Start of GIVEN INFORMATION

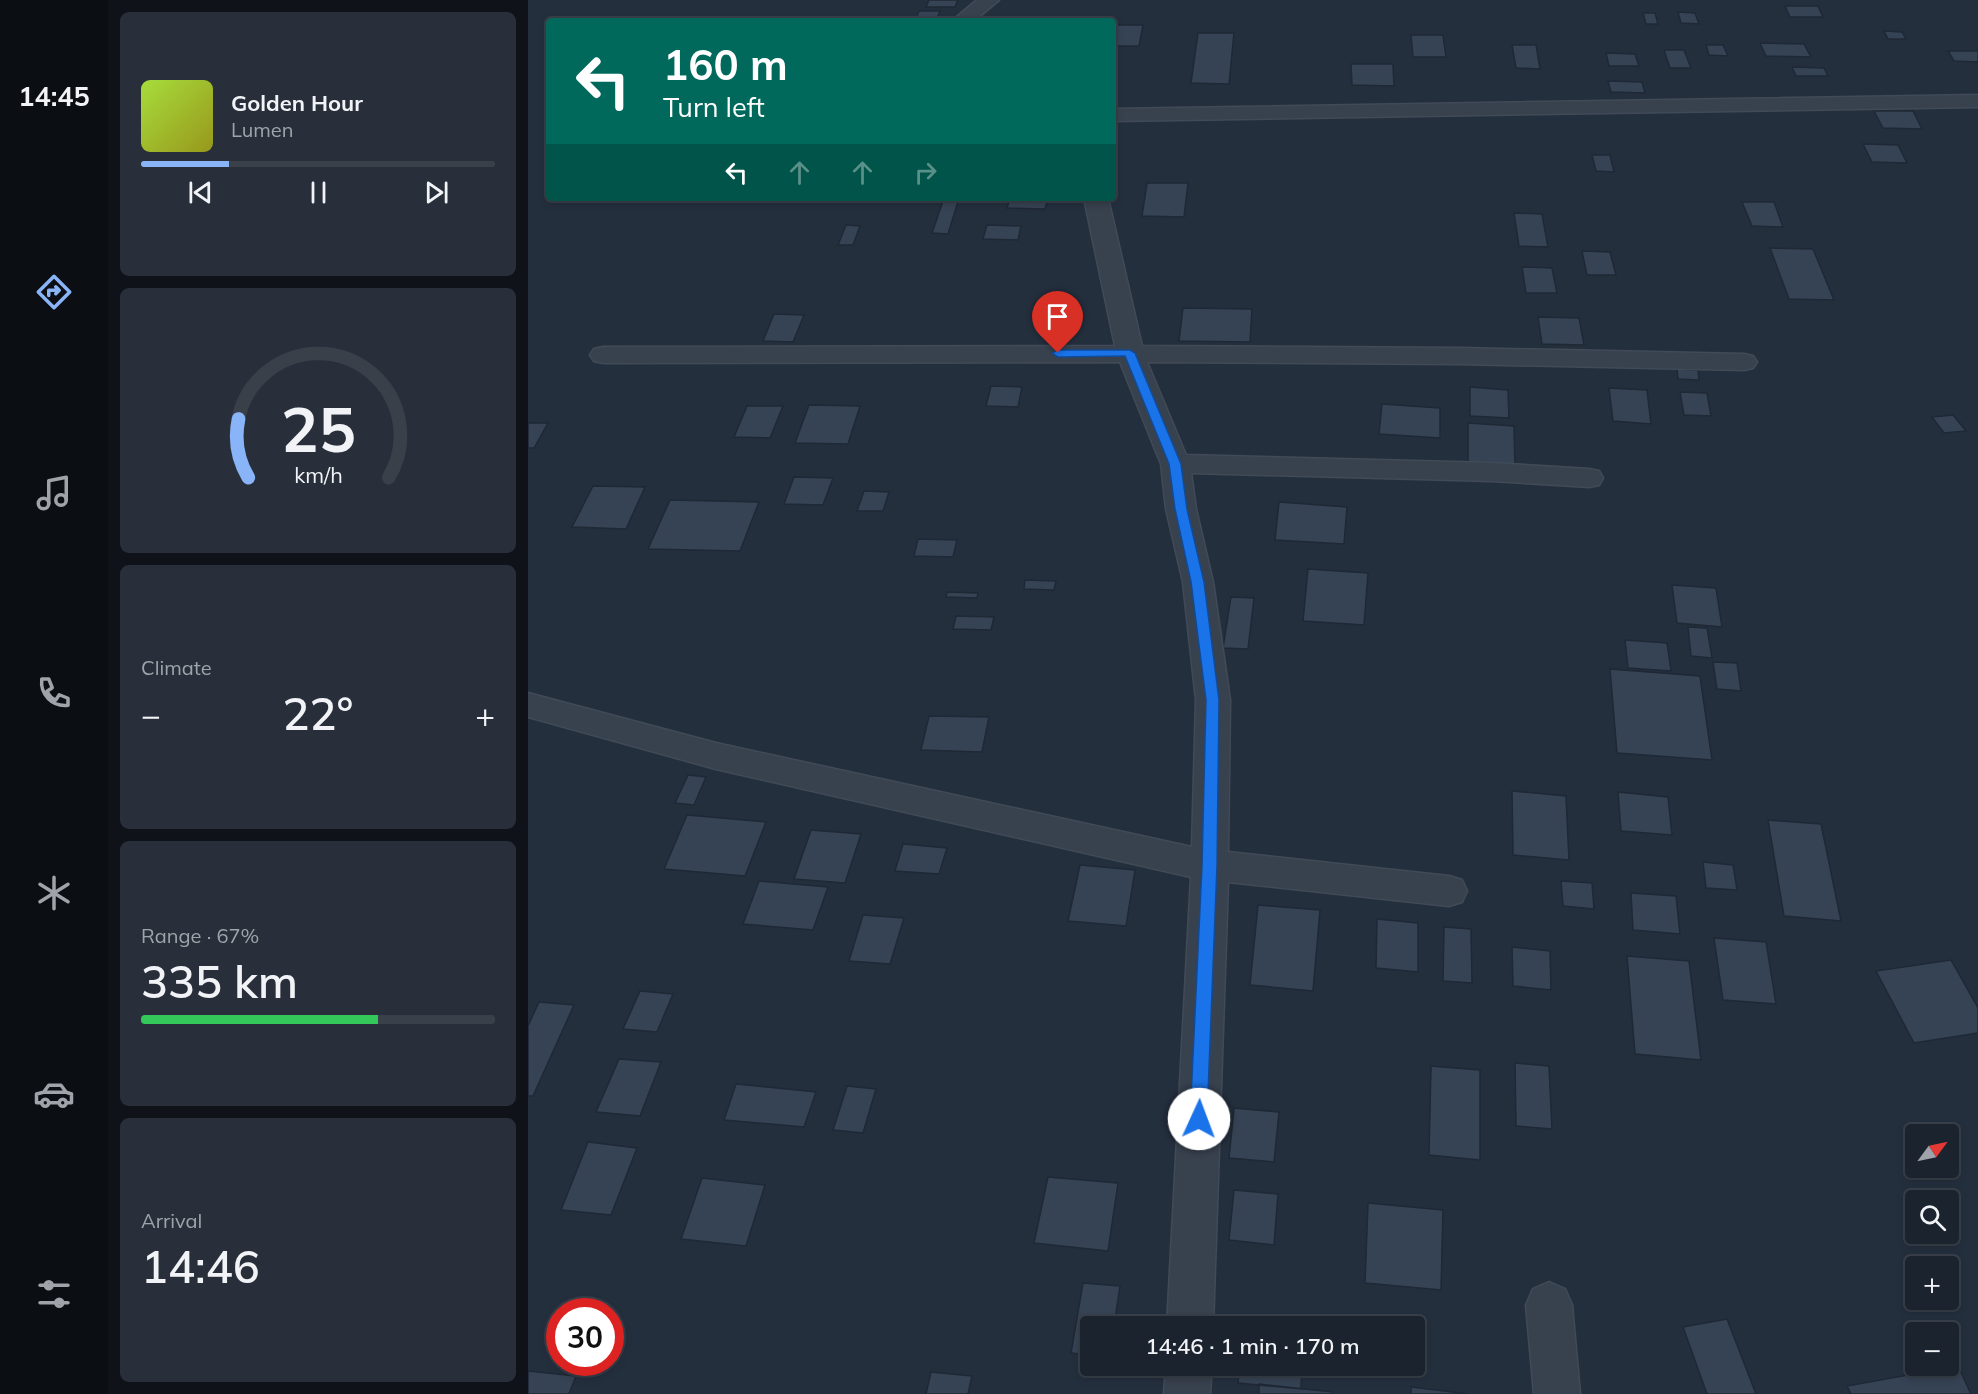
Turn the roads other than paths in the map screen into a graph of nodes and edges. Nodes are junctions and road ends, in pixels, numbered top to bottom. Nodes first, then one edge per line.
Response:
1 (989, 0) edge
2 (966, 18) edge
3 (1978, 101) edge
4 (1116, 116) edge
5 (1097, 201) edge
6 (1130, 353) junction
7 (603, 355) dead end
8 (1744, 362) dead end
9 (1175, 464) junction
10 (1589, 478) dead end
11 (528, 705) edge
12 (1210, 866) junction
13 (1449, 891) dead end
14 (1549, 1305) dead end
15 (1190, 1316) edge
16 (1188, 1376) edge
17 (1187, 1394) edge
18 (1557, 1394) edge

1 - 2 street
3 - 4 street
5 - 6 street
6 - 7 street
6 - 8 street
6 - 9 street
9 - 10 street
9 - 12 street
11 - 12 street
12 - 13 street
12 - 15 street
14 - 18 street
16 - 17 street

End of GIVEN INFORMATION

■ WHAT YOU NEED TO DO ■
Transcribe the listing above verbatim. Omit the pictures.

■ EXPECTED OUTPUT ■
Turn the roads other than paths in the map screen into a graph of nodes and edges. Nodes are junctions and road ends, in pixels, numbered top to bottom. Nodes first, then one edge per line.
Response:
1 (989, 0) edge
2 (966, 18) edge
3 (1978, 101) edge
4 (1116, 116) edge
5 (1097, 201) edge
6 (1130, 353) junction
7 (603, 355) dead end
8 (1744, 362) dead end
9 (1175, 464) junction
10 (1589, 478) dead end
11 (528, 705) edge
12 (1210, 866) junction
13 (1449, 891) dead end
14 (1549, 1305) dead end
15 (1190, 1316) edge
16 (1188, 1376) edge
17 (1187, 1394) edge
18 (1557, 1394) edge

1 - 2 street
3 - 4 street
5 - 6 street
6 - 7 street
6 - 8 street
6 - 9 street
9 - 10 street
9 - 12 street
11 - 12 street
12 - 13 street
12 - 15 street
14 - 18 street
16 - 17 street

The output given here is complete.